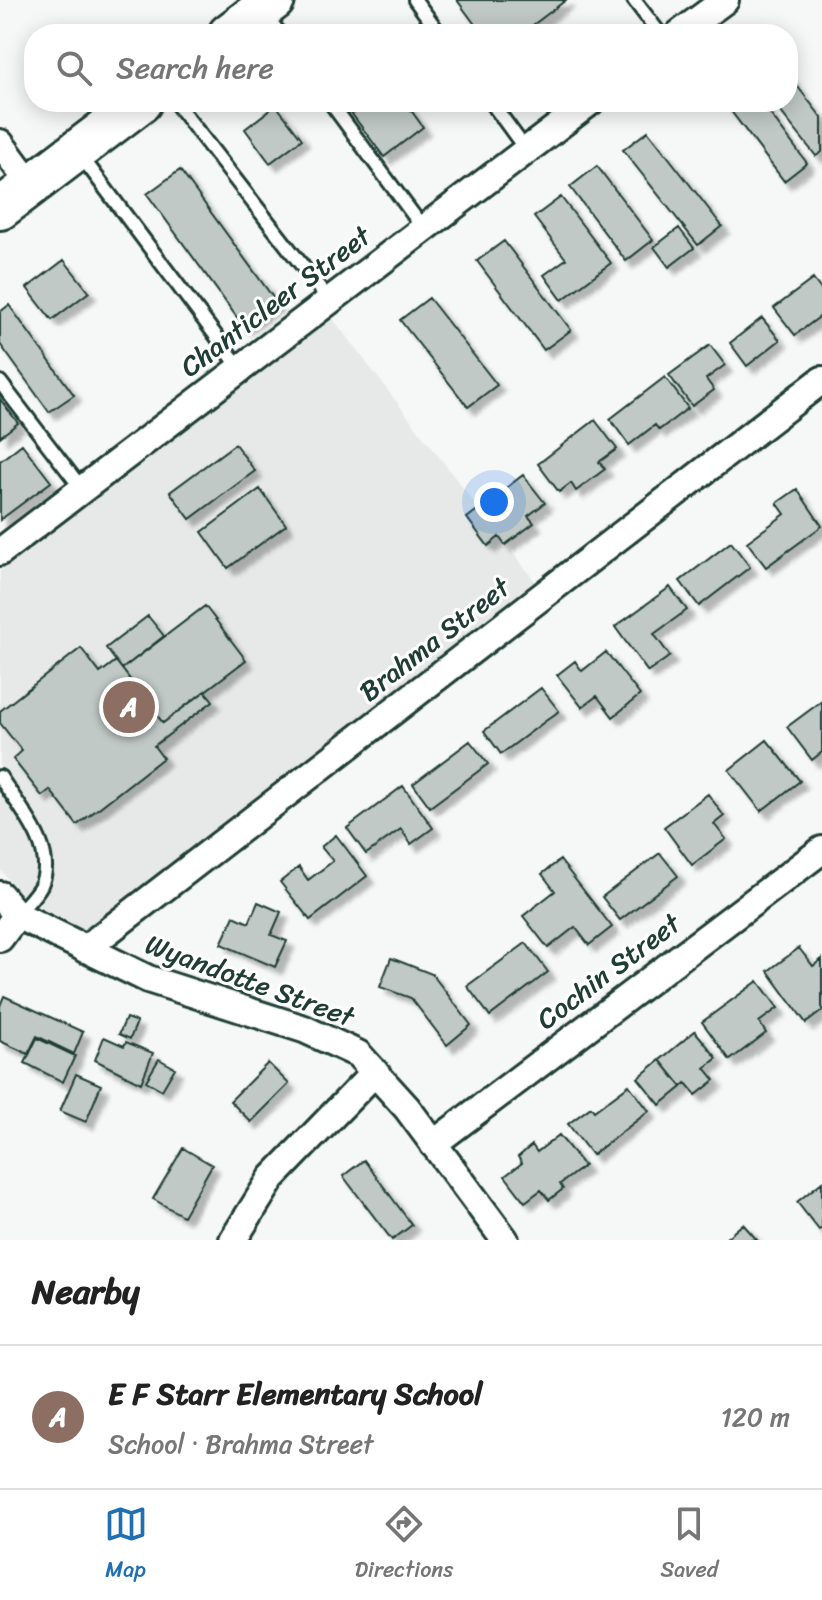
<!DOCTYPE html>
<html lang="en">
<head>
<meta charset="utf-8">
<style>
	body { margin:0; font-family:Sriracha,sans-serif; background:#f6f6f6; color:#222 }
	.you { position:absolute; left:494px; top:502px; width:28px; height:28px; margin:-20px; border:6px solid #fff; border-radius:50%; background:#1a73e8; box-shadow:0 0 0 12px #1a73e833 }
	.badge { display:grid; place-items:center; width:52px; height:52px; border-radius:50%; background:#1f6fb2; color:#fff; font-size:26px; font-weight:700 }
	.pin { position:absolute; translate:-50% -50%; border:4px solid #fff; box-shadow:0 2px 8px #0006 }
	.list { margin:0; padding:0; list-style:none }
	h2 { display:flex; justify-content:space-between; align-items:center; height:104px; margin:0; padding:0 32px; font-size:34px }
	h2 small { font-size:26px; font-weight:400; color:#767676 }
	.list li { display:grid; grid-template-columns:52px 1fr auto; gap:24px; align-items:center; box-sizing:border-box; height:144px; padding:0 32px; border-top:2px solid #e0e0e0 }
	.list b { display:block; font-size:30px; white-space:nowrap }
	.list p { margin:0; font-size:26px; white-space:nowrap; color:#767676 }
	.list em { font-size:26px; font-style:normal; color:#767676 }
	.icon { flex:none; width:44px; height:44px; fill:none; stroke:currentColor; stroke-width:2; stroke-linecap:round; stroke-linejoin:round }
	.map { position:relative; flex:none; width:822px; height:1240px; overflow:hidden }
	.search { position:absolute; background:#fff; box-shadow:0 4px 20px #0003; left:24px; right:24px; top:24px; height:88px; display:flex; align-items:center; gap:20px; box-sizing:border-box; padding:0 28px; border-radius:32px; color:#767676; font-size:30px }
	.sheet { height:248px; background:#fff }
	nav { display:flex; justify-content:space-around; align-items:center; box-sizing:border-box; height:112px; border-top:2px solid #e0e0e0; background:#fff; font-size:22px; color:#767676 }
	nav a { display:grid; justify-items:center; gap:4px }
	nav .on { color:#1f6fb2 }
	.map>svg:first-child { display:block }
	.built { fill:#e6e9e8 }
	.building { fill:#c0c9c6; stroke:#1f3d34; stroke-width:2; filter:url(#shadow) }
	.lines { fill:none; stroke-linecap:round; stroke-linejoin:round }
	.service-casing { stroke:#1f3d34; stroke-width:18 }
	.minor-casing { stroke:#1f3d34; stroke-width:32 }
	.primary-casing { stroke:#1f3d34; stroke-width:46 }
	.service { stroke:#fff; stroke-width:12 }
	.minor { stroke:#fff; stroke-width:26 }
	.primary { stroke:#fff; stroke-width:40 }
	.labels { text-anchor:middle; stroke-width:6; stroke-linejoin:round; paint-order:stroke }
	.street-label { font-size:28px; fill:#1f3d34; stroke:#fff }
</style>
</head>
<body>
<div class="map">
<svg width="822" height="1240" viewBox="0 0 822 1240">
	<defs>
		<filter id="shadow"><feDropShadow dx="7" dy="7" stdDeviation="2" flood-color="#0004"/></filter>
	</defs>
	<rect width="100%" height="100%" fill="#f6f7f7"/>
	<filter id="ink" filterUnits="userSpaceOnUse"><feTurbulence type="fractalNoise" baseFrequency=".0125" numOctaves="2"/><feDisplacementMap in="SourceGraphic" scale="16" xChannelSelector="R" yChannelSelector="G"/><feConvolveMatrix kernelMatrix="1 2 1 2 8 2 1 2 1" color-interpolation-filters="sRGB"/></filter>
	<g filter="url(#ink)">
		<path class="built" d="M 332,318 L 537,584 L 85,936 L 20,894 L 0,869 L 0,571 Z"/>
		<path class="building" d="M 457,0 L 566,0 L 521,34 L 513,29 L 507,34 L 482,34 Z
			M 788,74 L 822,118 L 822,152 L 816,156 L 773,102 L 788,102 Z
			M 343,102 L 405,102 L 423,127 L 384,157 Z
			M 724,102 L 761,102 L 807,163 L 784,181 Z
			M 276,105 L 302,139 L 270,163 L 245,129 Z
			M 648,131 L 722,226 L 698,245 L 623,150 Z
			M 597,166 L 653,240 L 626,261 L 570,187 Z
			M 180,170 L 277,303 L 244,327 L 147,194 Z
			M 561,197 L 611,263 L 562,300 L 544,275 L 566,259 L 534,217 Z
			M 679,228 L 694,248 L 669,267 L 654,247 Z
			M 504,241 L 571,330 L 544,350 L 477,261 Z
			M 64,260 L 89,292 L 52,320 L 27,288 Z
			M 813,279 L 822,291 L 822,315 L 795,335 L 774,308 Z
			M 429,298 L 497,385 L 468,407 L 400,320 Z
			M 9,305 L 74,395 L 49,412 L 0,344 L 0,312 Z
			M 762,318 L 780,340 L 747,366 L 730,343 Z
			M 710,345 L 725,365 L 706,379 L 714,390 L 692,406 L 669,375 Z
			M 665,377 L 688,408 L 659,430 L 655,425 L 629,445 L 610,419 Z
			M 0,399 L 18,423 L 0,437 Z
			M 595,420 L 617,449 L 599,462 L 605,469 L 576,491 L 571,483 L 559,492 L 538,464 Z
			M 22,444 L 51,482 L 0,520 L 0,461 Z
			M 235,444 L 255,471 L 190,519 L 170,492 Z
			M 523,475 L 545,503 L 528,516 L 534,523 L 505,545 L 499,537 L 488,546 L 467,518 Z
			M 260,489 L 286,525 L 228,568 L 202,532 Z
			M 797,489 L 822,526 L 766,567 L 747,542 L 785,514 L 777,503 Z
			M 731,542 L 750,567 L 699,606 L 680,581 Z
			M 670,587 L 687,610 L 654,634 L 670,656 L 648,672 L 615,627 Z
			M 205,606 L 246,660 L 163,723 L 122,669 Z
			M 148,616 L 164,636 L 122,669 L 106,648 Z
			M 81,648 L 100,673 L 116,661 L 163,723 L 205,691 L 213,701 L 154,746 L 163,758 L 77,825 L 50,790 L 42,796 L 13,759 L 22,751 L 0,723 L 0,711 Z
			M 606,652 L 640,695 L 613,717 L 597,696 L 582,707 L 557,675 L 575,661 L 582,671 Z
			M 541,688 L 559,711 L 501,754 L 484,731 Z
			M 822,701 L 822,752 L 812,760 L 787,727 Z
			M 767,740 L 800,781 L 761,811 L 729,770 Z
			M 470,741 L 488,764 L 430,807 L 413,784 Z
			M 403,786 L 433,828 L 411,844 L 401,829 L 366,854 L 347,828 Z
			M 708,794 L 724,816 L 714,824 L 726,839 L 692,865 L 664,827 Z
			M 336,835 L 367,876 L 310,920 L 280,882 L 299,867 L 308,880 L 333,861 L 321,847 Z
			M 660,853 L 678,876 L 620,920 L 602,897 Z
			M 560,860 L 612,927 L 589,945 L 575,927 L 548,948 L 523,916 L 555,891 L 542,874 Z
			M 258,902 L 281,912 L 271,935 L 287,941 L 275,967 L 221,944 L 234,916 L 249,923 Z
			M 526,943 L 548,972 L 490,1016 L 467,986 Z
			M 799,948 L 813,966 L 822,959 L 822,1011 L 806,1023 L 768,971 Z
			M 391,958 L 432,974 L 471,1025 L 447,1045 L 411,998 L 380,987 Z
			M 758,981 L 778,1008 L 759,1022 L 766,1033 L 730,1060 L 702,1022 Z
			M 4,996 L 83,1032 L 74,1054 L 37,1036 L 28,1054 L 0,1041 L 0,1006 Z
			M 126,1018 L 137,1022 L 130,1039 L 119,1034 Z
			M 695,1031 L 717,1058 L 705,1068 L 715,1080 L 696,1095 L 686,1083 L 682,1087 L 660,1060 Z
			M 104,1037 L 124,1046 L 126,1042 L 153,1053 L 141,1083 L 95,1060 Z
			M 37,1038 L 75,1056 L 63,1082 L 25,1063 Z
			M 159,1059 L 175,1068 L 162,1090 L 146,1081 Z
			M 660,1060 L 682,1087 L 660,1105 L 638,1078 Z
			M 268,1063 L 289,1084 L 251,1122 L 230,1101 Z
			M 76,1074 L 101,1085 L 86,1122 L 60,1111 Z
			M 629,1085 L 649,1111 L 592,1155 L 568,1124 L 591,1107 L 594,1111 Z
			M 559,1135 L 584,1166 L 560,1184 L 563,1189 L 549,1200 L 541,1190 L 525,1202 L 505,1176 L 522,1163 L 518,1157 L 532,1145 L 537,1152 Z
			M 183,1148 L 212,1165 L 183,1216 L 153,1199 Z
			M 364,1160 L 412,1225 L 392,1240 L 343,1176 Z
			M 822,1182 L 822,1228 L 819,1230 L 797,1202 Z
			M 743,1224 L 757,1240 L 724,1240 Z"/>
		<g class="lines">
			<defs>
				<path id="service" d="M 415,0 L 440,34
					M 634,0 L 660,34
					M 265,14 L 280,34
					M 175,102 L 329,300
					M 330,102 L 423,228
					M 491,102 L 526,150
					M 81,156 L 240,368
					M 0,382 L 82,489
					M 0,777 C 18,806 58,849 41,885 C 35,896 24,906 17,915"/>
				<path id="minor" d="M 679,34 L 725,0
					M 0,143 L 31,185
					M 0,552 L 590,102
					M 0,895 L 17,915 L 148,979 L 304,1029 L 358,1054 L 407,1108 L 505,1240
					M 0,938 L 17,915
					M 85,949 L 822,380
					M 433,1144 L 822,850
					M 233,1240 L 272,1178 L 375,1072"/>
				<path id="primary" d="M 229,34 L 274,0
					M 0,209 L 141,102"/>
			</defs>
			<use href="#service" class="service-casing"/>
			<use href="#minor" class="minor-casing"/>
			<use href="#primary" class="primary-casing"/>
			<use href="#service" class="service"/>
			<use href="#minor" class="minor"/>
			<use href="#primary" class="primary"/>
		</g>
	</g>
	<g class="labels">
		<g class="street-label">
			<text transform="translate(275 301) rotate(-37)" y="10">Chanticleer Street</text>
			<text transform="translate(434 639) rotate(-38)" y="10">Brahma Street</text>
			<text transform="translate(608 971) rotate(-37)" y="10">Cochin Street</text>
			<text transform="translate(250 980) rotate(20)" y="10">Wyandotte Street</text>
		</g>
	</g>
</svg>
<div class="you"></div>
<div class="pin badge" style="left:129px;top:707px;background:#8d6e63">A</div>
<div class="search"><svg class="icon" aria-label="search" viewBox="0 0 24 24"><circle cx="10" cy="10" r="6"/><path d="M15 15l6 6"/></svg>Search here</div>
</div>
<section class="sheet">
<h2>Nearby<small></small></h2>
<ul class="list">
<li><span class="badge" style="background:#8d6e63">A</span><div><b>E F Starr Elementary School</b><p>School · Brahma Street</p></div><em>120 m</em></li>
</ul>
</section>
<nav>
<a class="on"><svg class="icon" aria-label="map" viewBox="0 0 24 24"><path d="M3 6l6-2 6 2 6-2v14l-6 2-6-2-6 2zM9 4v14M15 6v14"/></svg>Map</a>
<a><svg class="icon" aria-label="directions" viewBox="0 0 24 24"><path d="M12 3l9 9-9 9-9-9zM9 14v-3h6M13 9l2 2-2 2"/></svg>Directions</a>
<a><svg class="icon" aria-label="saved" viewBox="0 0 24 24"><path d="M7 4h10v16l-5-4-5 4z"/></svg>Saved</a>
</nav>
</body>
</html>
......
In the copy, include each line from the start of the material through the line with "font-size:26px; font-weight:400; color:#767676", word for word, but none of the pictures.

_Answer area_
<!DOCTYPE html>
<html lang="en">
<head>
<meta charset="utf-8">
<style>
	body { margin:0; font-family:Sriracha,sans-serif; background:#f6f6f6; color:#222 }
	.you { position:absolute; left:494px; top:502px; width:28px; height:28px; margin:-20px; border:6px solid #fff; border-radius:50%; background:#1a73e8; box-shadow:0 0 0 12px #1a73e833 }
	.badge { display:grid; place-items:center; width:52px; height:52px; border-radius:50%; background:#1f6fb2; color:#fff; font-size:26px; font-weight:700 }
	.pin { position:absolute; translate:-50% -50%; border:4px solid #fff; box-shadow:0 2px 8px #0006 }
	.list { margin:0; padding:0; list-style:none }
	h2 { display:flex; justify-content:space-between; align-items:center; height:104px; margin:0; padding:0 32px; font-size:34px }
	h2 small { font-size:26px; font-weight:400; color:#767676 }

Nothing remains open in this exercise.